Writing a ruby command for TextMate to reformat author names in a list of papers I run into the obvious but sad fact that /[A-z]/ =~ "ü" does not match anything. Is there a simple workaround? I mean, simpler than a very long and unelegant list of Unicode ranges such as the one here http://forums.mozillazine.org/viewtopic.php?f=25&t=834075
Thanks, Piero
On 24.09.2008, at 11:08, Piero D'Ancona wrote:
Writing a ruby command for TextMate to reformat author names in a list of papers I run into the obvious but sad fact that /[A-z]/ =~ "ü" does not match anything. Is there a simple workaround?
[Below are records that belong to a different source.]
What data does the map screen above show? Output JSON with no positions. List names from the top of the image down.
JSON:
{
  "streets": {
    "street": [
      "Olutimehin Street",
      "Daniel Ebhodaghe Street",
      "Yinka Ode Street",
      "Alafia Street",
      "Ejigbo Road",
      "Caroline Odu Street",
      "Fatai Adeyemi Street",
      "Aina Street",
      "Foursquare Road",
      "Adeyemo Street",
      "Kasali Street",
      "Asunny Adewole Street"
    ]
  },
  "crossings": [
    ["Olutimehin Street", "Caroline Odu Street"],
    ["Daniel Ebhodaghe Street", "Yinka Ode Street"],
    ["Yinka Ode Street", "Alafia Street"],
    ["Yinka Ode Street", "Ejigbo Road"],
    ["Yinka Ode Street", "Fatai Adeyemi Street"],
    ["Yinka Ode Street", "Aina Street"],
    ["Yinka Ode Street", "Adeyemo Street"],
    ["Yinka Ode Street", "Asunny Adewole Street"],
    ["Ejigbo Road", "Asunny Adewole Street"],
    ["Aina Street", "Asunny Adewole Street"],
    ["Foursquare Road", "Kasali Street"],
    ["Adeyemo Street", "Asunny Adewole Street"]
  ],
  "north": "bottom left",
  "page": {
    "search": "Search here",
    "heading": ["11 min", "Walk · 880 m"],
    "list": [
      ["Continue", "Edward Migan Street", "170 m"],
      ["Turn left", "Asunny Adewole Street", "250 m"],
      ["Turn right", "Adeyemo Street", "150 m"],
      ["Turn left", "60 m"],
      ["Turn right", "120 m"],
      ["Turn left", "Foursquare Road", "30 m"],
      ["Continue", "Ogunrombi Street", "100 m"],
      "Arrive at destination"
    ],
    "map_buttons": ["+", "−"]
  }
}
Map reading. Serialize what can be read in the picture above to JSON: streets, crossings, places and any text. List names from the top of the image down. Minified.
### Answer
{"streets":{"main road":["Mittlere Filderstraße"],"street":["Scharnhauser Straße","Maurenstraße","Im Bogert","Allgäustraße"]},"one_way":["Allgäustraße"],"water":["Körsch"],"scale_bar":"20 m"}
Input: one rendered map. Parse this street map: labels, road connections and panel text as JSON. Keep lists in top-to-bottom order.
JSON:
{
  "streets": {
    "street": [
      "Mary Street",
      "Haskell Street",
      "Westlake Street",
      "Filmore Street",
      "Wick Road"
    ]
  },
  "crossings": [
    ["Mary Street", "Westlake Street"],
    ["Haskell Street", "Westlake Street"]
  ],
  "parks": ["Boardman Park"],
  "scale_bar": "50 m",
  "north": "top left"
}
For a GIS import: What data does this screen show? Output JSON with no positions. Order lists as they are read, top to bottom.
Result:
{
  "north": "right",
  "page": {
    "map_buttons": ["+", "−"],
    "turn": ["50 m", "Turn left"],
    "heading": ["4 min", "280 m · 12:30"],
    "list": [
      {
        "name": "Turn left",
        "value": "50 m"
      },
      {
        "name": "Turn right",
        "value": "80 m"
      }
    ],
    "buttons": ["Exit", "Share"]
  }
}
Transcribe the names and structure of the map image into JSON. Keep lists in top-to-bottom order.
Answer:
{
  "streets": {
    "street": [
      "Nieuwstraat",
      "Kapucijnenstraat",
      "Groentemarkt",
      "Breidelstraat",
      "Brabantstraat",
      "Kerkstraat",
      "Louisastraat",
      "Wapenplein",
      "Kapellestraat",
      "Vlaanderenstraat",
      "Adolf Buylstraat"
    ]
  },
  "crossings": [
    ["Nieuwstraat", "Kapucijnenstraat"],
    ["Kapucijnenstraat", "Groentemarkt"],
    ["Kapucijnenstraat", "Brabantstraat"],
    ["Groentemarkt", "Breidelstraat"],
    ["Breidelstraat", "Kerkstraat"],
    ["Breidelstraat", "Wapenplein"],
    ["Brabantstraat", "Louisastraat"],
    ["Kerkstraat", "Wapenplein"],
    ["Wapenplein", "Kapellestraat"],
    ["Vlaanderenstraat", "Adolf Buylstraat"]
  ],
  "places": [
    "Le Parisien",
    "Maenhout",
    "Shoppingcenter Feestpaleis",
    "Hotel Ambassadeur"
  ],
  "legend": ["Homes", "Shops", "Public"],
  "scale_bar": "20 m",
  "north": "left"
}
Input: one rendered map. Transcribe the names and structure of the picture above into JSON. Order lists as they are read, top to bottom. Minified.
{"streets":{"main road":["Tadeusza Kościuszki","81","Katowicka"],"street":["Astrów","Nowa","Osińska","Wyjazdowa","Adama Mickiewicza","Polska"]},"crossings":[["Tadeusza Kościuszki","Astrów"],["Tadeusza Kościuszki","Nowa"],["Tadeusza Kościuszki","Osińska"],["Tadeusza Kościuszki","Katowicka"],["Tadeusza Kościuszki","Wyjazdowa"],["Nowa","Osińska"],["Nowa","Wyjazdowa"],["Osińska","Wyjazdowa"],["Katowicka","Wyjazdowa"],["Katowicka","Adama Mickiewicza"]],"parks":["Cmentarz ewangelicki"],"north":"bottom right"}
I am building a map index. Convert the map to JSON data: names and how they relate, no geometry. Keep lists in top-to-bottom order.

I mean, simpler than a very long and unelegant list of Unicode ranges such as the one here http://forums.mozillazine.org/viewtopic.php?f=25&t=834075
This is a tricky point.
If you are using Ruby 1.9 then Oniguruma'a class /[[:alpha:]]/u should work. I can remember that one could install Oniguruma's regexp engine also for Ruby 1.8.
By myself I tried to rewrite my regexp in a negated form, i.e. instead of looking for \w I wrote e.g. [^\d\s -_]. A the other way would be to look for a significant string after the author. Ruby 1.8 matches by /./u also the ü as single character.
If this doesn't work for you, well then you should use the Unicode ranges, but you can shorten it if you are only dealing with names written in Latin script.
--Hans
On Sep 24, 2008, at 4:08 AM, Piero D'Ancona wrote:
Writing a ruby command for TextMate to reformat author names in a list of papers I run into the obvious but sad fact that /[A-z]/ =~ "ü" does not match anything. Is there a simple workaround?
If you set $KCODE = "U" in Ruby 1.8 (or pass the equivalent -KU switch) character classes like \w change to the Unicode definition of "word" characters:
$ ruby -KU -ve 'p "Résumé"[/\w+/]' ruby 1.8.6 (2008-08-11 patchlevel 287) [i686-darwin9.4.0] "Résumé"
Hope that helps.
James Edward Gray II
On 24.09.2008, at 15:01, James Gray wrote:
On Sep 24, 2008, at 4:08 AM, Piero D'Ancona wrote:
Writing a ruby command for TextMate to reformat author names in a list of papers I run into the obvious but sad fact that /[A-z]/ =~ "ü" does not match anything. Is there a simple workaround?
If you set $KCODE = "U" in Ruby 1.8 (or pass the equivalent -KU switch) character classes like \w change to the Unicode definition of "word" characters:
$ ruby -KU -ve 'p "Résumé"[/\w+/]' ruby 1.8.6 (2008-08-11 patchlevel 287) [i686-darwin9.4.0] "Résumé"
Hope that helps
Haha. Please believe me, I did exactly the same. And it didn't work. But after your mail it works. And to be honestly I do not know why ;)
Thanks,
--Hans
On 24.09.2008, at 15:01, James Gray wrote:
"Résumé" Hope that helps
It does. Thanks!
Hans-Jörg Bibiko <bibiko@...> writes:
Haha. Please believe me, I did exactly the same. And it didn't work. But after your mail it works. And to be honestly I do not know why ;)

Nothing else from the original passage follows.